::: Exercise data
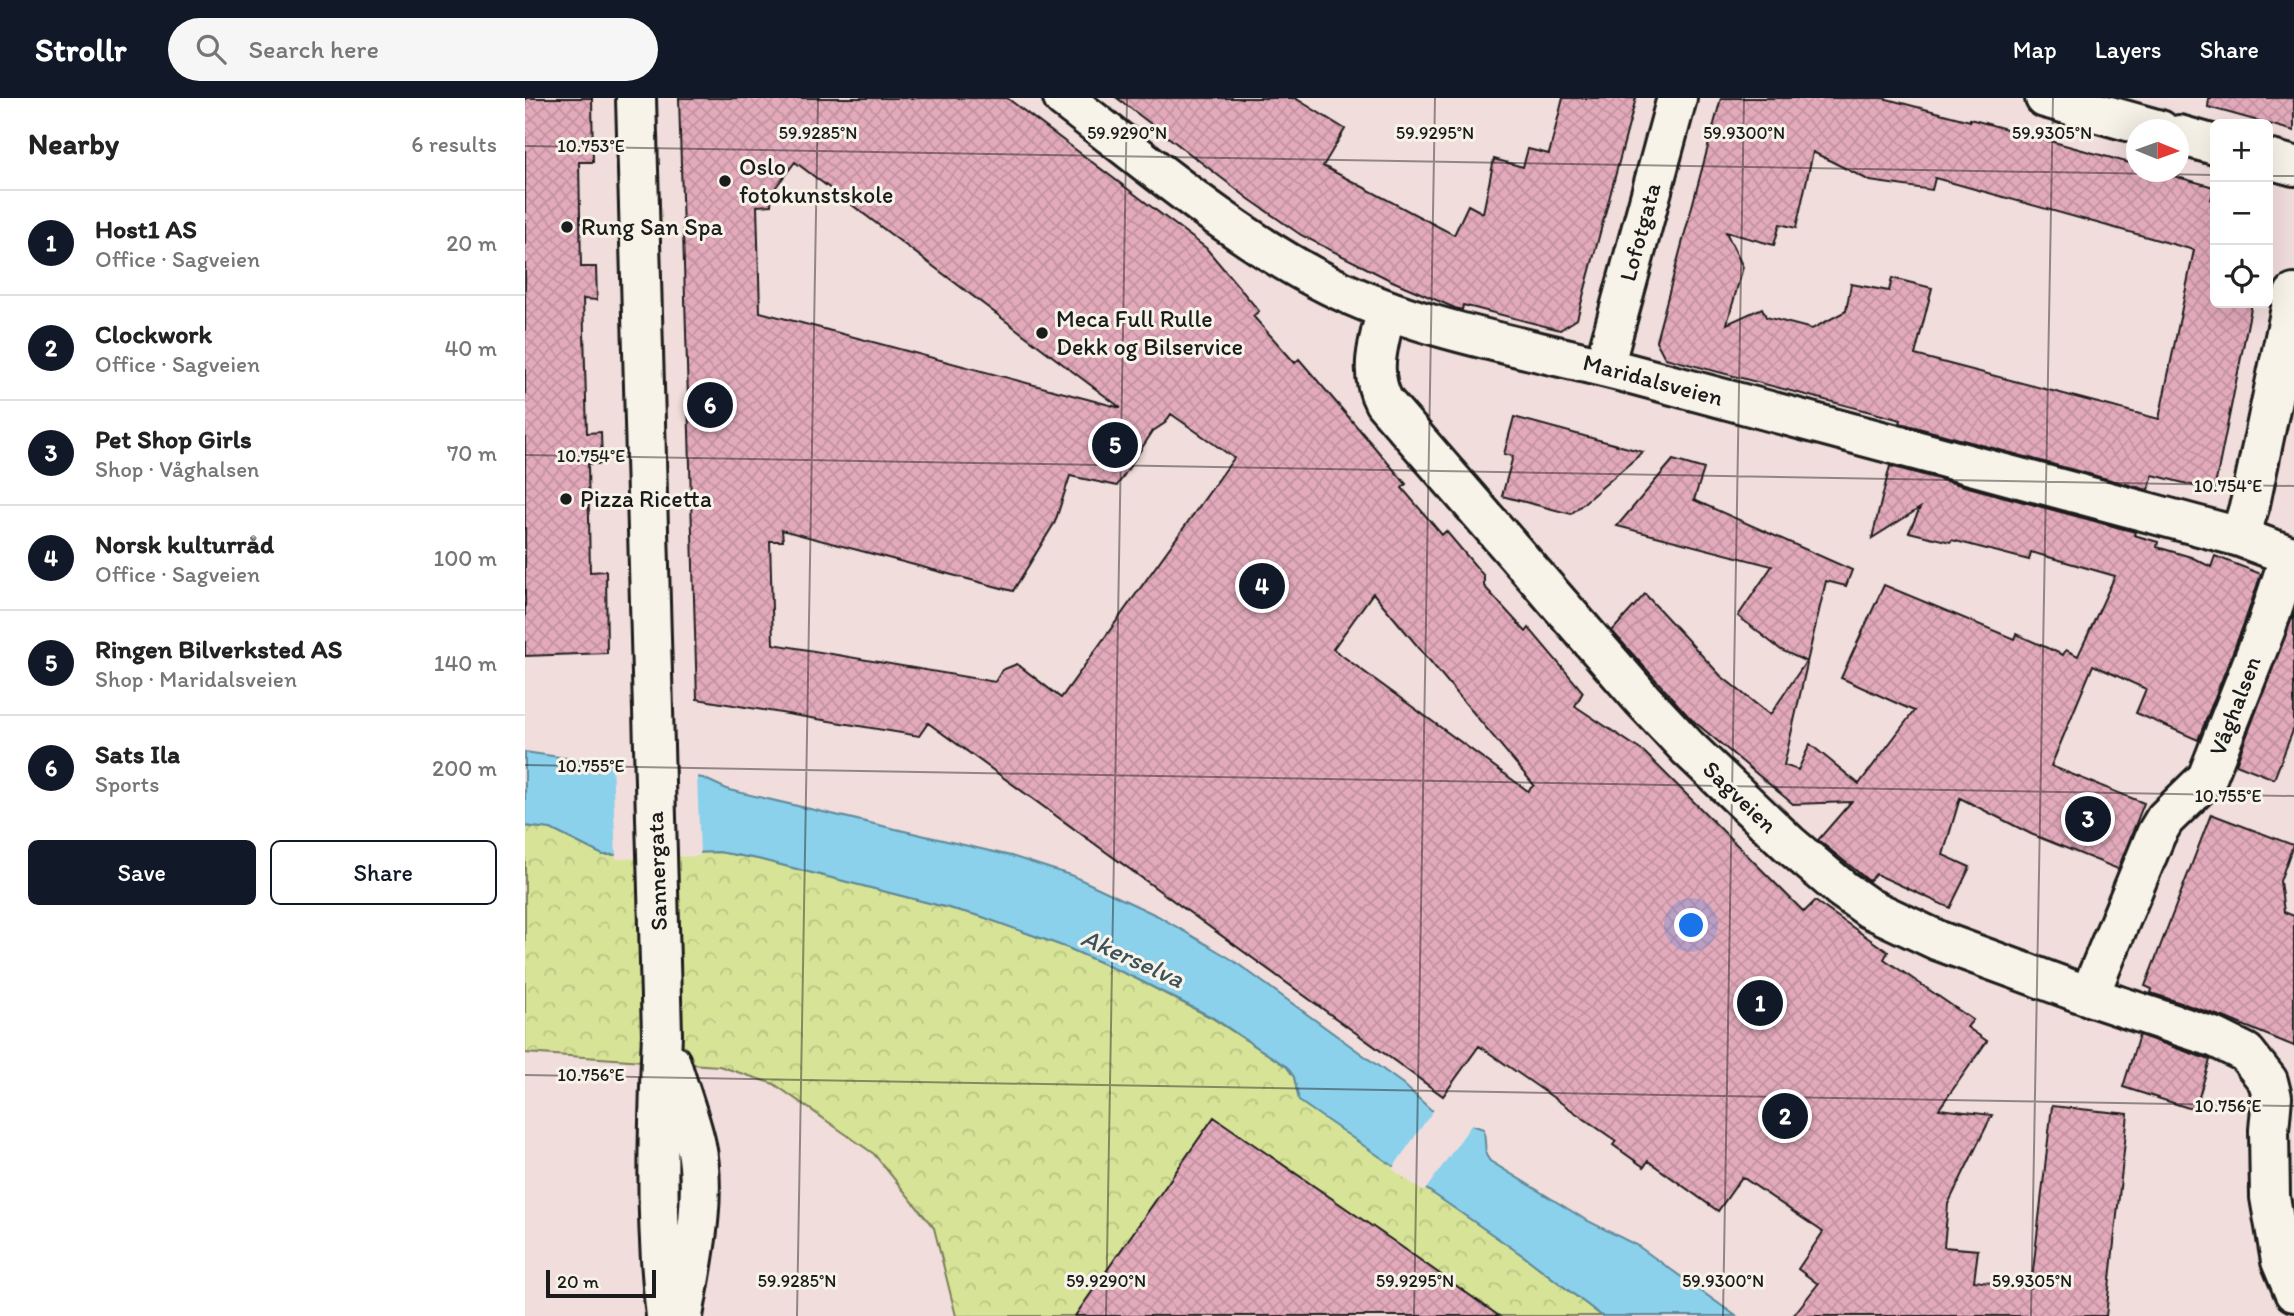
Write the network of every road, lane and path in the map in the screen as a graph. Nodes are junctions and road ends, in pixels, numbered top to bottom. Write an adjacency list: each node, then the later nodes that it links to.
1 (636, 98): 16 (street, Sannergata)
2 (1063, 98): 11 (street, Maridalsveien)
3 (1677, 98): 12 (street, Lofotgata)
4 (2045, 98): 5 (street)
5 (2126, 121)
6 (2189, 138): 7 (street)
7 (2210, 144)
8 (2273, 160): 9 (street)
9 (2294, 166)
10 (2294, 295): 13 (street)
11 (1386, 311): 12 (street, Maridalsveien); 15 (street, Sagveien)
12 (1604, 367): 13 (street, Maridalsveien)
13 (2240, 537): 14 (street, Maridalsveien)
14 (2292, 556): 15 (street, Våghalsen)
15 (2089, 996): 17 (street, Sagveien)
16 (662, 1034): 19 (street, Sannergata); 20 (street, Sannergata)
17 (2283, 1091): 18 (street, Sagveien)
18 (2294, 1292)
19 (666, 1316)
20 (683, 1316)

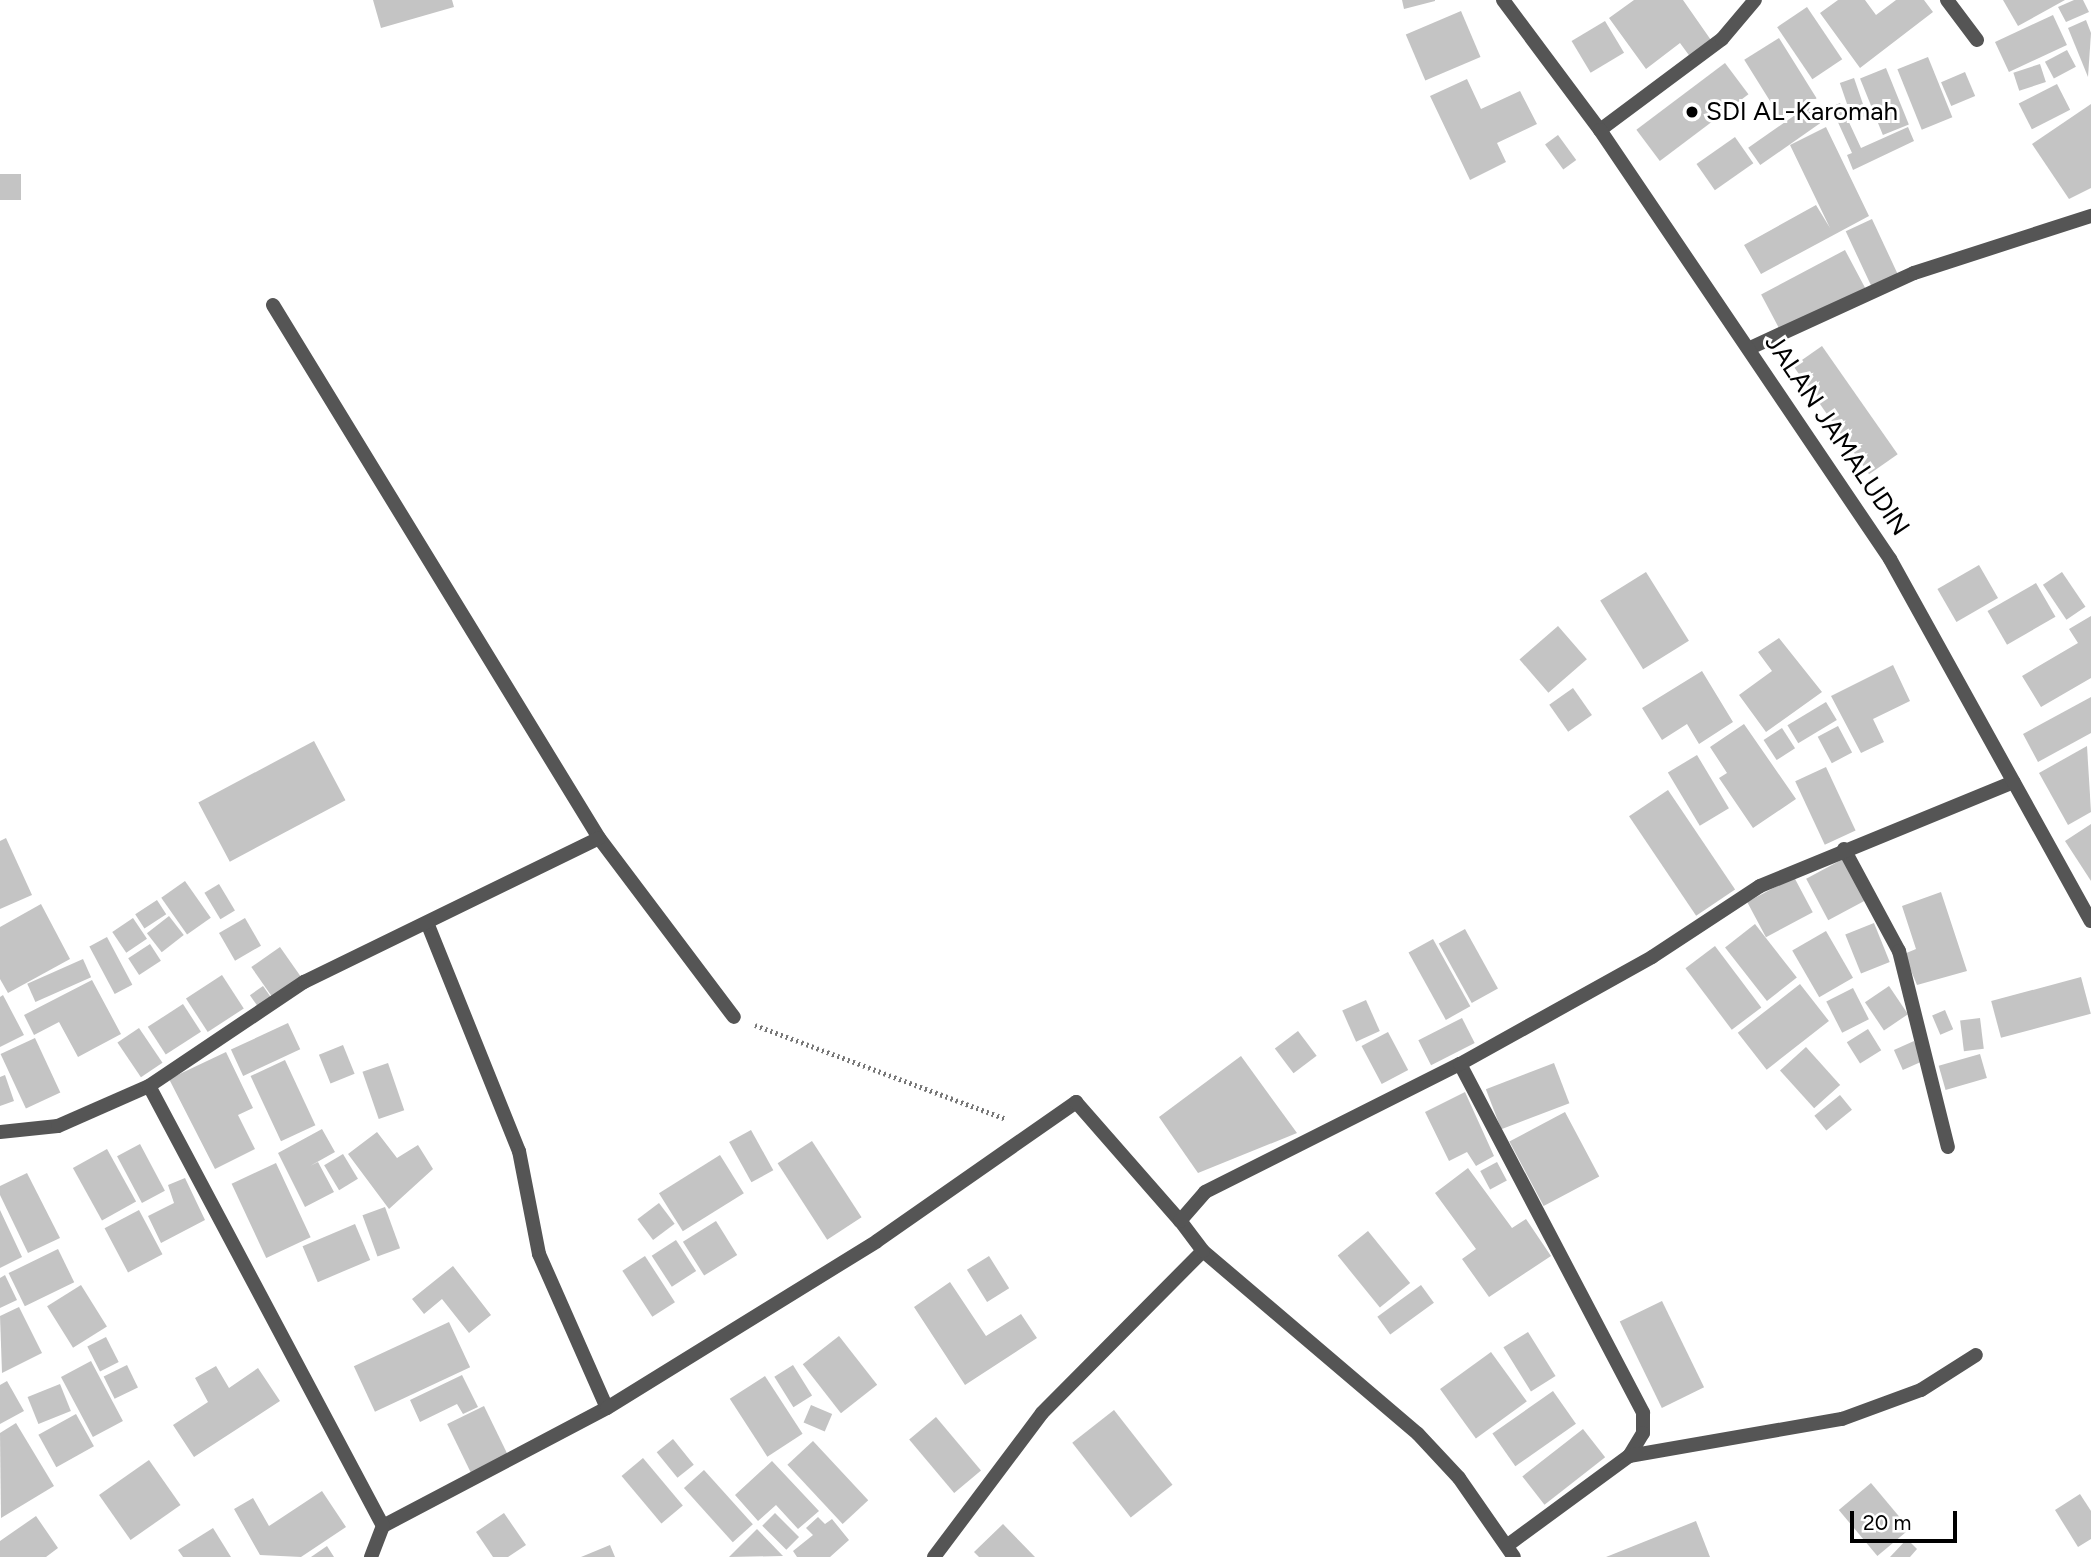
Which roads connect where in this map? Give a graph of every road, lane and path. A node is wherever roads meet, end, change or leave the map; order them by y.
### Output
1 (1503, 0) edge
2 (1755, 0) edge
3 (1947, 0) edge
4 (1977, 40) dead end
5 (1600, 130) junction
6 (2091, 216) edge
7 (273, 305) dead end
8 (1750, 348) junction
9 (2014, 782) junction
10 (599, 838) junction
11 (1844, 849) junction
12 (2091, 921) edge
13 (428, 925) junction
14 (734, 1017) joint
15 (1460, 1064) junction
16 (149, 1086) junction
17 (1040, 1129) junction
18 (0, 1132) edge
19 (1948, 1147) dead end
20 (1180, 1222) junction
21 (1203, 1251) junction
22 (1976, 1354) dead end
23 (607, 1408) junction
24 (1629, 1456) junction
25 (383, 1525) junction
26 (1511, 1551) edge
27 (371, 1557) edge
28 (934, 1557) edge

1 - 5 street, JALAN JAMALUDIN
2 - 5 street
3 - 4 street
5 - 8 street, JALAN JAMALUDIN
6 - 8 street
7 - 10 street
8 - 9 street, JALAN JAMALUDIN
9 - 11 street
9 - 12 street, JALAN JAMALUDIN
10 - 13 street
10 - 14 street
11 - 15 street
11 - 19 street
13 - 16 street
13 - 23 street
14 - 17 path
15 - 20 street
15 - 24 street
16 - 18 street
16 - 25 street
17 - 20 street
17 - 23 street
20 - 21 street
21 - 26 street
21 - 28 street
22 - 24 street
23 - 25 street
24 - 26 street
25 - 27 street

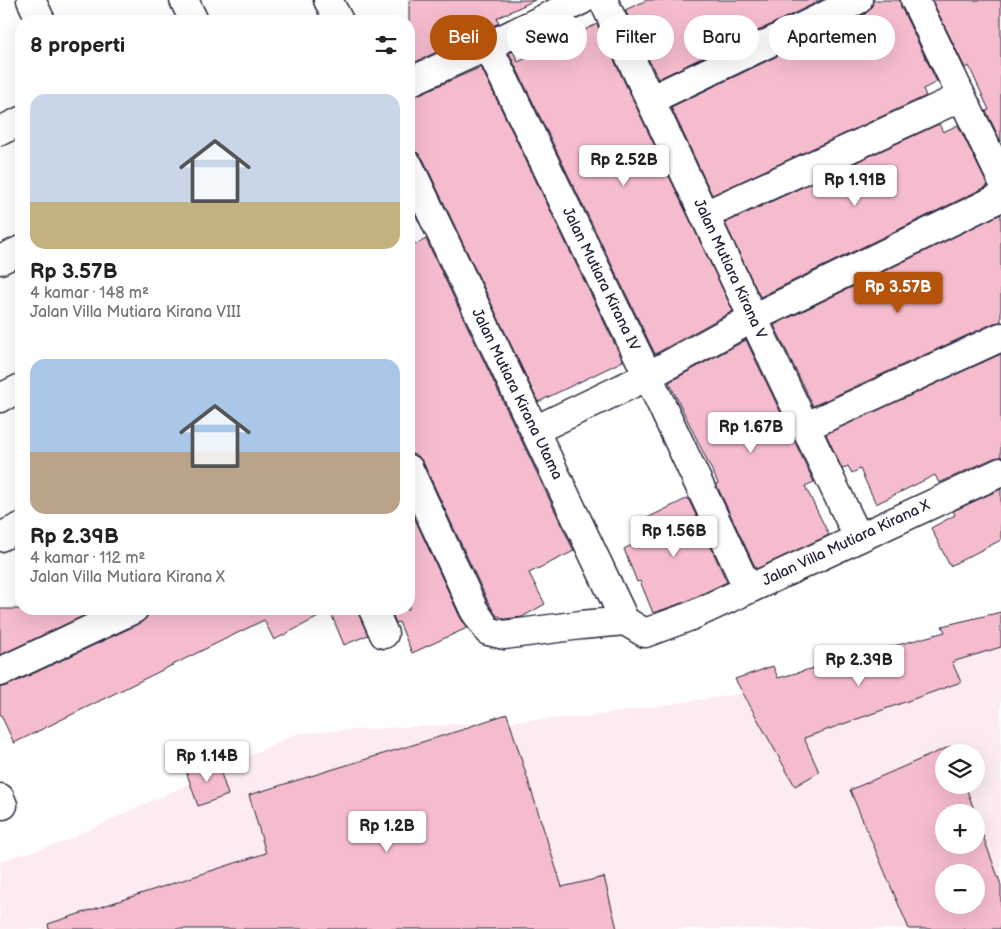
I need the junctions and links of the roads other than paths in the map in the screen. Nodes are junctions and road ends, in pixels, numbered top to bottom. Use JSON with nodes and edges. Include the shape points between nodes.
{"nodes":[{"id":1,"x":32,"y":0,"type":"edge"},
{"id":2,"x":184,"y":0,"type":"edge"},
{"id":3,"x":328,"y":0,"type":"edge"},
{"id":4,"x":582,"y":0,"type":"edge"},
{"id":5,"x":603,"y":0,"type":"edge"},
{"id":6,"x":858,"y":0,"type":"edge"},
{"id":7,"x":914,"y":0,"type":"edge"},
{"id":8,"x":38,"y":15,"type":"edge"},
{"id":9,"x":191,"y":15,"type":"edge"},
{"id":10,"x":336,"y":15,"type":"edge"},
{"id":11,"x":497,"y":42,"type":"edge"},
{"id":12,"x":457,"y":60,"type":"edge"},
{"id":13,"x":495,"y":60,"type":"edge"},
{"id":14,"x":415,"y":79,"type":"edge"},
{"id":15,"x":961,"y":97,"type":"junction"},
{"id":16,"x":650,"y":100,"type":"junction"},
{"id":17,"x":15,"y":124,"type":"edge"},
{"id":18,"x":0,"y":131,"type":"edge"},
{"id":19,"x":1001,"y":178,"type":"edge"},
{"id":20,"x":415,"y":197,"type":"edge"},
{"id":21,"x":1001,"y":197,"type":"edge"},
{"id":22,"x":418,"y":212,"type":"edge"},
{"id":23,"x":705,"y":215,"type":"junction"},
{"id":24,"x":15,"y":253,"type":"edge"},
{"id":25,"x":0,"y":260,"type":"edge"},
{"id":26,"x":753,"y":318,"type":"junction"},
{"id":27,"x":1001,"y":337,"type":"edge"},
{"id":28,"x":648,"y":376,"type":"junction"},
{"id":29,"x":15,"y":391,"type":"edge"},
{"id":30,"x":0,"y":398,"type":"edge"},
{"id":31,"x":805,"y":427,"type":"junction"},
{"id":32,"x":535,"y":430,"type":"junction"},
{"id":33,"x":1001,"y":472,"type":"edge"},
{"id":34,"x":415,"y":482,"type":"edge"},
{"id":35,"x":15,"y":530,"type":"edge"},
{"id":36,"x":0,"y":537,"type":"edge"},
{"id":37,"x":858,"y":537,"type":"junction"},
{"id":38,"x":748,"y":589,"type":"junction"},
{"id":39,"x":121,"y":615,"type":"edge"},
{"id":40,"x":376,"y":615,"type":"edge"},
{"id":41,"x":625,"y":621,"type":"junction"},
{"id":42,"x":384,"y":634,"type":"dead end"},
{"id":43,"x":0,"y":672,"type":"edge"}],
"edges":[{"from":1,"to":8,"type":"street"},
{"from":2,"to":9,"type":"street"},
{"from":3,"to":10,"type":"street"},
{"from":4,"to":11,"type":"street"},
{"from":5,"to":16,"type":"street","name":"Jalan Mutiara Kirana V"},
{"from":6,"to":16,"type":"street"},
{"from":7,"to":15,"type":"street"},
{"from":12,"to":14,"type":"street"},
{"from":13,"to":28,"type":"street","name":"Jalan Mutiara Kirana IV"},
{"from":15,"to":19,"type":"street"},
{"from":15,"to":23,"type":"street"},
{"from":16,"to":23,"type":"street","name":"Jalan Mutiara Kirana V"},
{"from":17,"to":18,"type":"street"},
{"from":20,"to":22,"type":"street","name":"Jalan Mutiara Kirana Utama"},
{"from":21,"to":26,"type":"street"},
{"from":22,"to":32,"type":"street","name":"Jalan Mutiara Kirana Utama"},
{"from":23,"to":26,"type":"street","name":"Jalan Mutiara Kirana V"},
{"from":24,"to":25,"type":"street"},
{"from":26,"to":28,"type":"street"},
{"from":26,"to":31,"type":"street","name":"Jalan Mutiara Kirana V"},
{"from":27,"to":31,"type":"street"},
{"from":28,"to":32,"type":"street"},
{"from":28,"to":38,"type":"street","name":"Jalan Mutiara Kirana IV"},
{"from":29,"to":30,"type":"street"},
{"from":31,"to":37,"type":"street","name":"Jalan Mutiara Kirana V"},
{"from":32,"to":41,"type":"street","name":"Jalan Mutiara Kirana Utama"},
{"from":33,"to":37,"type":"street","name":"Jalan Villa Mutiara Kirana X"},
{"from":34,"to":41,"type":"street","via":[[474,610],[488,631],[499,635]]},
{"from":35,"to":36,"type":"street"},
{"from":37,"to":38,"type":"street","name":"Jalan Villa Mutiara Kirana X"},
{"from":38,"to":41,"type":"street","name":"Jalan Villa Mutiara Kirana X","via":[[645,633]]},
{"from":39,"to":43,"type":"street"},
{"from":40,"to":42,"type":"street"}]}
::::::
= Work to be completed =
Pick each line holding "Maridalsveien" out of the entries above and return it.

= Completed exercise =
2 (1063, 98): 11 (street, Maridalsveien)
11 (1386, 311): 12 (street, Maridalsveien); 15 (street, Sagveien)
12 (1604, 367): 13 (street, Maridalsveien)
13 (2240, 537): 14 (street, Maridalsveien)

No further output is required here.